Epigenetic modifications comprise histone modifications, histone variants, nucleosome occupancy and DNA methylation and are crucial for organization of the genome into active chromatin (euchromatin) and repressed chromatin (heterochromatin). The functional organization of chromatin is important for regulation of transcription, cellular differentiation, and genome maintenance.
The current focus of our studies is to understand the molecular mechanisms and biological role of LSH (Lymphoid Specific Helicase) that my group has discovered. LSH mutation in humans cause the ICF4 syndrome, a complex disease with immunodeficiency, centromeric instability and several organ deficiencies.
Our recent work indicates that immunodeficiency upon LSH mutation is caused by a defect in immunoglobulin class switch recombination (He et al., PNAS 2020). LSH induces deposition of macroH2A in the genome (Ni et al., Nat Commun. 2020) and acts as a histone variant exchange factor (Ni and Muegge. Nucleic Acids Res. 2021). We also found that LSH-mediated replication stress and genomic instability is in part mediated via macroH2A (Xu et al., Nat.Commun. 2021). We are currently addressing the question of how LSH molecular function alters chromatin structure and maintains genomic stability and cellular differentiation. These studies should provide insights into a number of basic biologic processes that involve epigenetic modifications such as transcription, DNA repair, replication and recombination.
Qualifications and Job Details
Required and Preferred Skills
Our group is looking for a postdoctoral candidate who has an interest in the relationship between chromatin and its role in human disease. Training in biochemistry, or molecular and cellular biology is advantageous.
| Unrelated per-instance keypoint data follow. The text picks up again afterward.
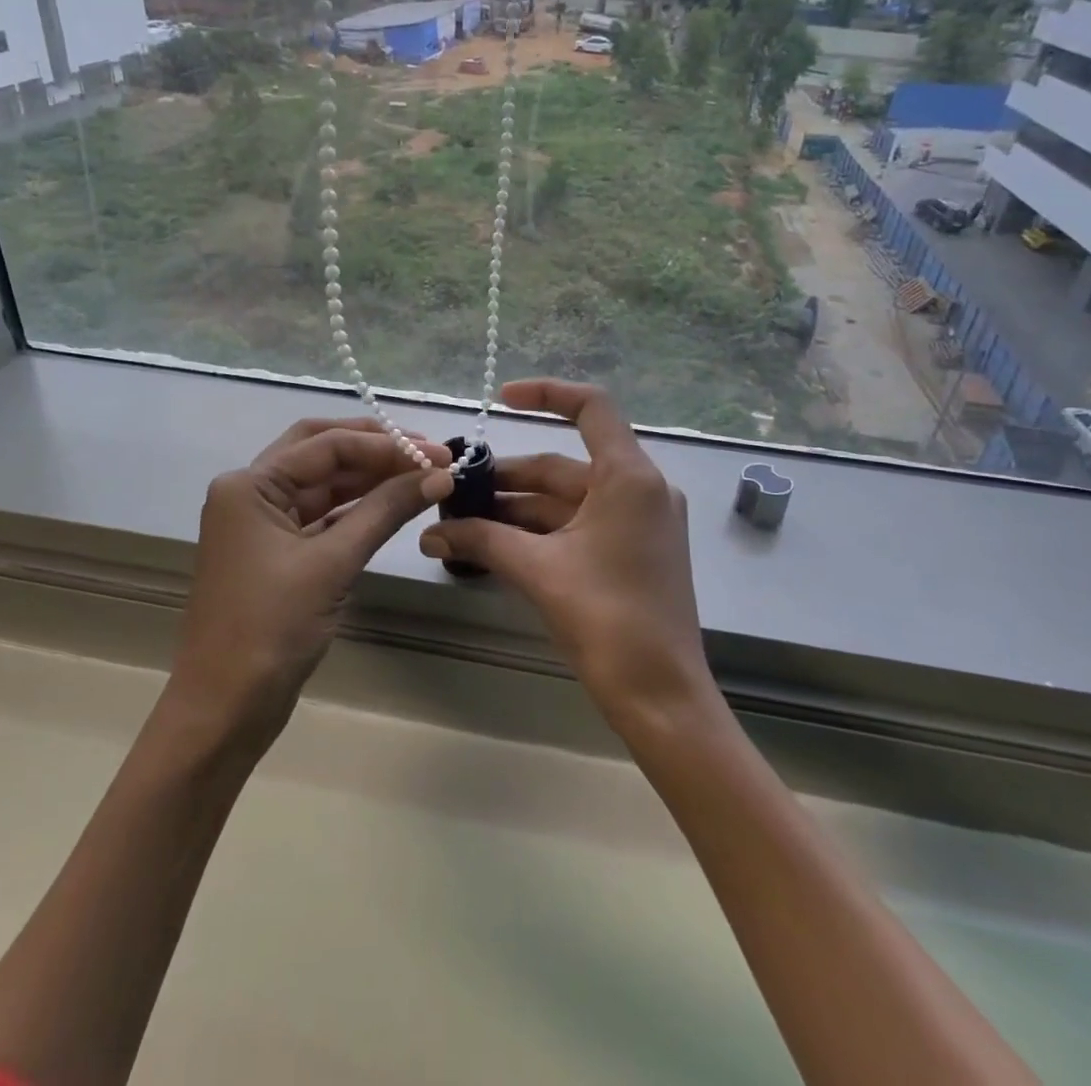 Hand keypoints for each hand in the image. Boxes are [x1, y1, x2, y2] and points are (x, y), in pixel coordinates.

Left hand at [170, 418, 452, 745]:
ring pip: (323, 484)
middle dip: (374, 447)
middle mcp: (252, 493)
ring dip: (370, 478)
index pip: (327, 445)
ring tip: (422, 475)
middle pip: (320, 451)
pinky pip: (323, 517)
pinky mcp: (279, 553)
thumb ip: (385, 511)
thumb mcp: (332, 564)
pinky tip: (394, 505)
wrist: (224, 709)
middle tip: (428, 453)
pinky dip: (358, 509)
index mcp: (250, 485)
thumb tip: (440, 474)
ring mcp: (264, 524)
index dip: (386, 444)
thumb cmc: (270, 629)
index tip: (439, 453)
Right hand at [418, 380, 714, 732]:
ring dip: (516, 509)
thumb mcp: (538, 571)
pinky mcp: (631, 551)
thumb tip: (429, 533)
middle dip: (507, 478)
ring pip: (566, 500)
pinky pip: (578, 525)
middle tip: (455, 488)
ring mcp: (638, 522)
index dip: (546, 393)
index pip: (592, 408)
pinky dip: (538, 531)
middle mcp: (640, 490)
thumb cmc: (607, 620)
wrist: (661, 697)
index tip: (501, 400)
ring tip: (461, 521)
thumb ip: (481, 541)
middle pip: (564, 465)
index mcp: (629, 478)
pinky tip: (494, 543)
Interested candidates must have a Ph.D. with less than five years of relevant postdoctoral experience.
About the NCI Center for Cancer Research
The Center for Cancer Research (CCR) is home to nearly 250 basic and clinical research groups located on two campuses just outside of Washington, D.C. CCR is part of the National Cancer Institute (NCI) and makes up the largest component of the research effort at the National Institutes of Health (NIH). Centrally supported by long-term funding and a culture of complete intellectual freedom, CCR scientists are able to pursue the most important and challenging problems in cancer research. We collaborate with academic and commercial partners and advocacy groups across the world in efforts to prevent, diagnose and treat cancer and HIV/AIDS. The CCR research portfolio covers the full spectrum of biological and biomedical research. Our work ranges from basic to translational and clinical, and our clinical trials are conducted in the NIH Clinical Center, the world’s largest hospital dedicated to clinical research that offers a robust infrastructure to support CCR’s patients on an estimated 250 open studies. The success of CCR is grounded in an exceptionally strong discovery research program that provides the foundation for the seamless translation of insights from bench to bedside. Read more about CCR, the benefits of working at CCR and hear from our staff on their CCR experiences.
Frederick is the second largest city in Maryland but retains a “small town” feel, surrounded by mountain views with a vibrant Main Street community. The city offers outstanding schools, a balanced and thriving economy and a highly educated workforce.